Update October 9 2020
David Brooks has an article in The Atlantic magazine on this theme, called “America is having a moral convulsion“:
“American history is driven by periodic moments of moral convulsion. The late Harvard political scientist Samuel P. Huntington noticed that these convulsions seem to hit the United States every 60 years or so: the Revolutionary period of the 1760s and ’70s; the Jacksonian uprising of the 1820s and ’30s; the Progressive Era, which began in the 1890s; and the social-protest movements of the 1960s and early ’70s.
These moments share certain features. People feel disgusted by the state of society. Trust in institutions plummets. Moral indignation is widespread. Contempt for established power is intense.

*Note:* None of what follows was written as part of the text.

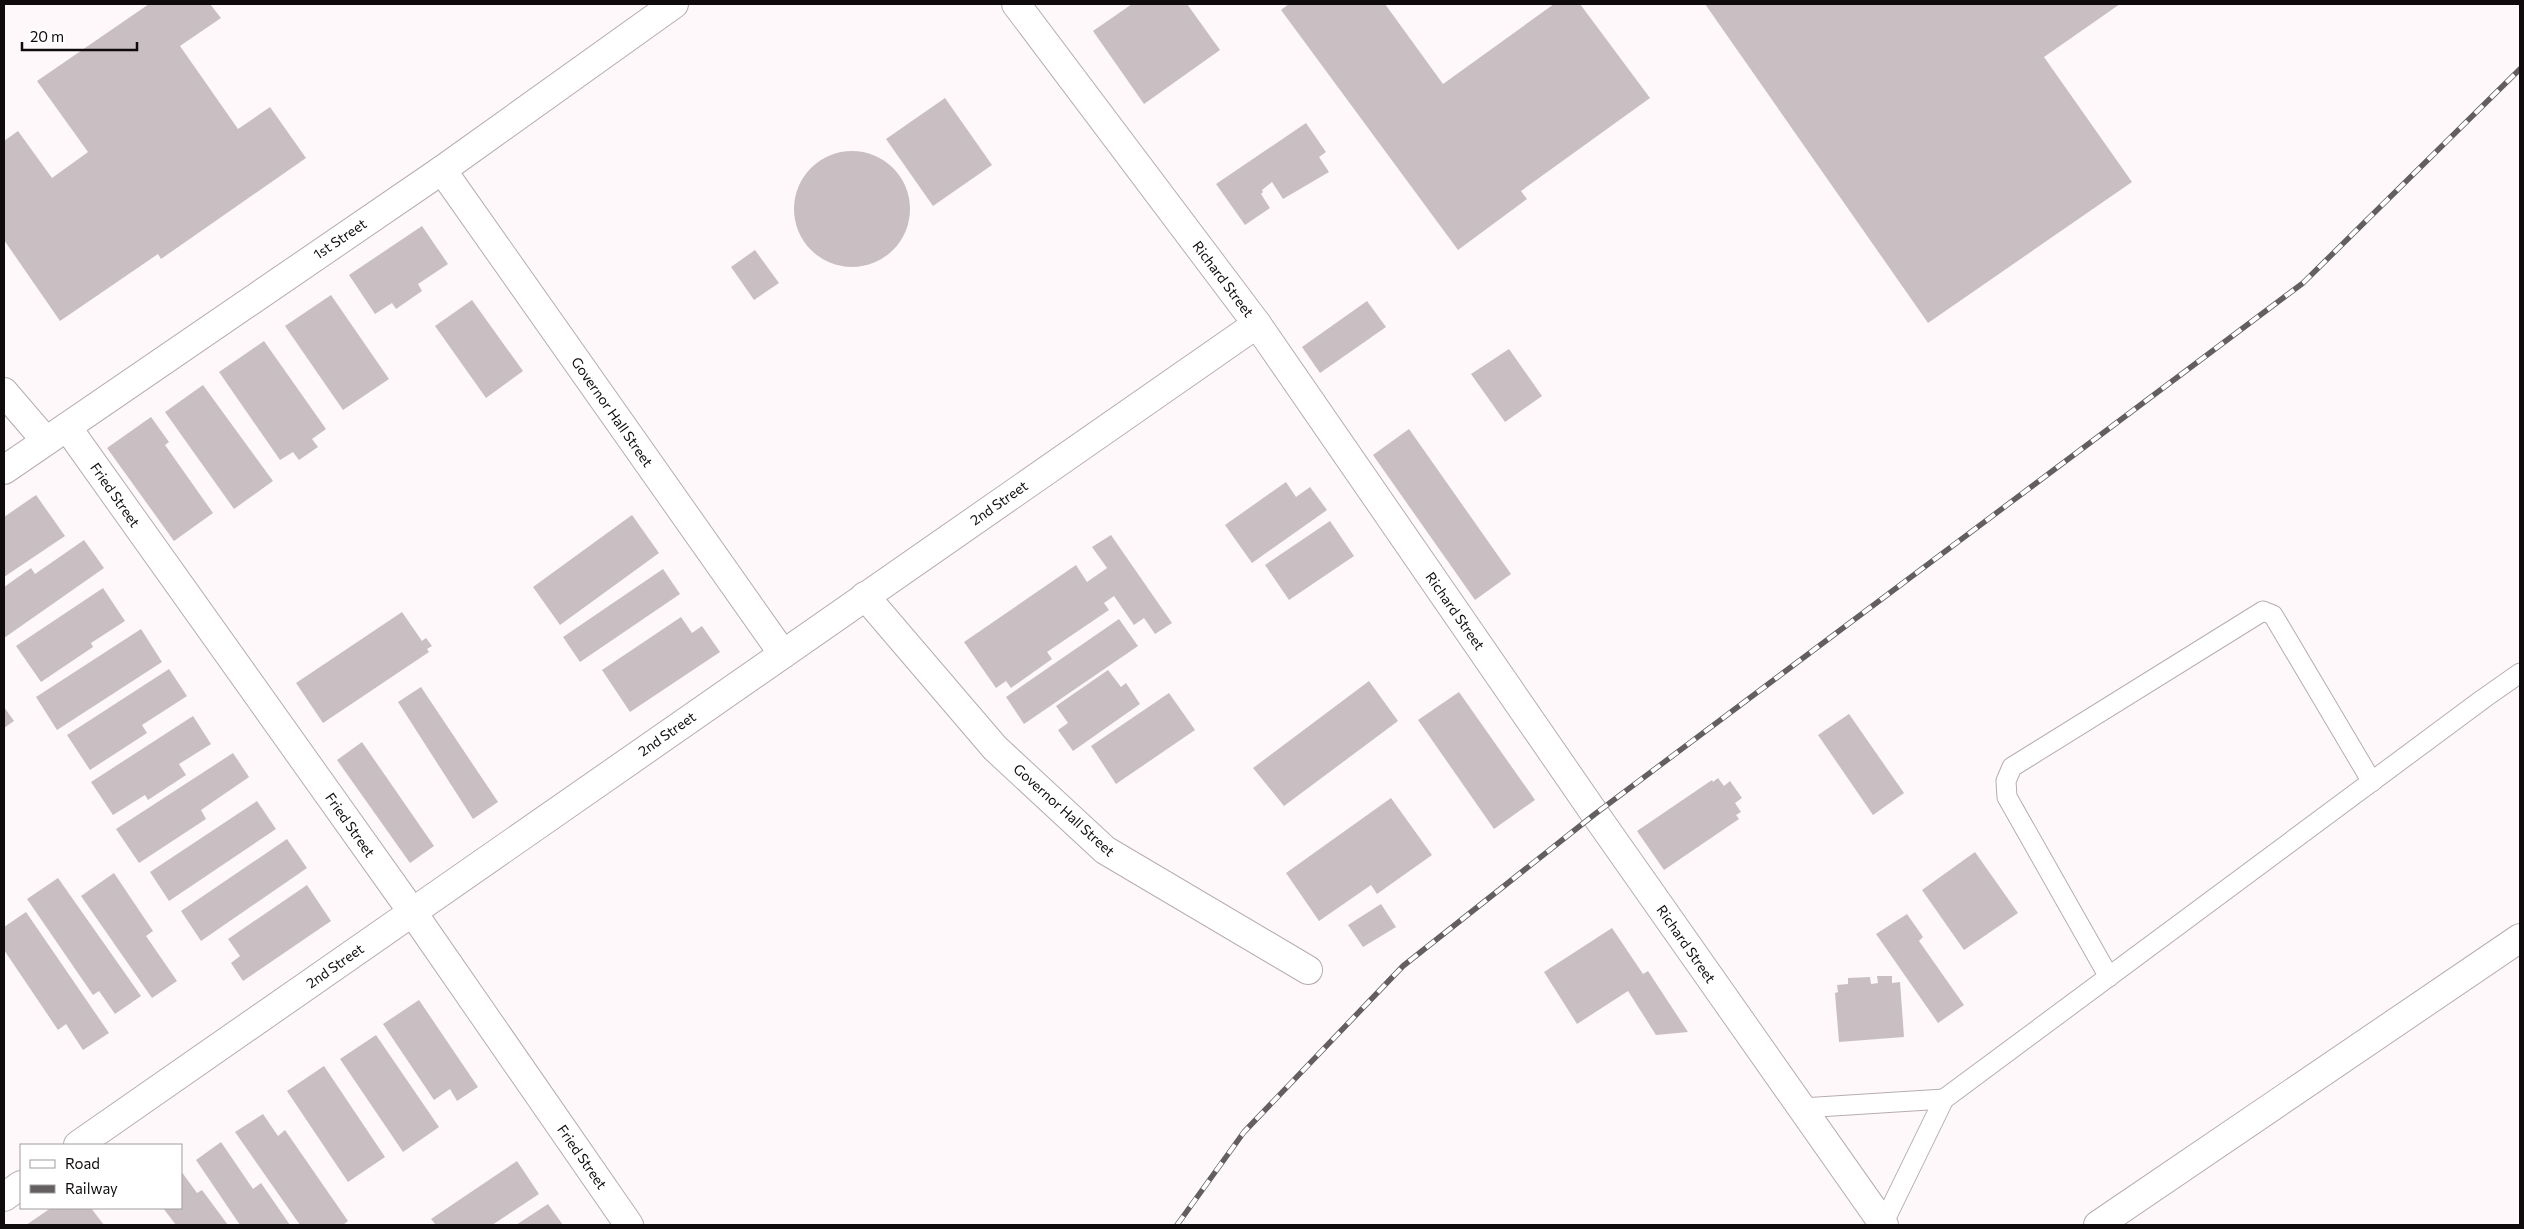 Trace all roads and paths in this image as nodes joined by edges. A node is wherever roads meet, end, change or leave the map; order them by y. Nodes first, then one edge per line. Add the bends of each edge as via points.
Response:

A highly moralistic generation appears on the scene. It uses new modes of communication to seize control of the national conversation. Groups formerly outside of power rise up and take over the system. These are moments of agitation and excitement, frenzy and accusation, mobilization and passion.
In 1981, Huntington predicted that the next moral convulsion would hit America around the second or third decade of the 21st century—that is, right about now. And, of course, he was correct.”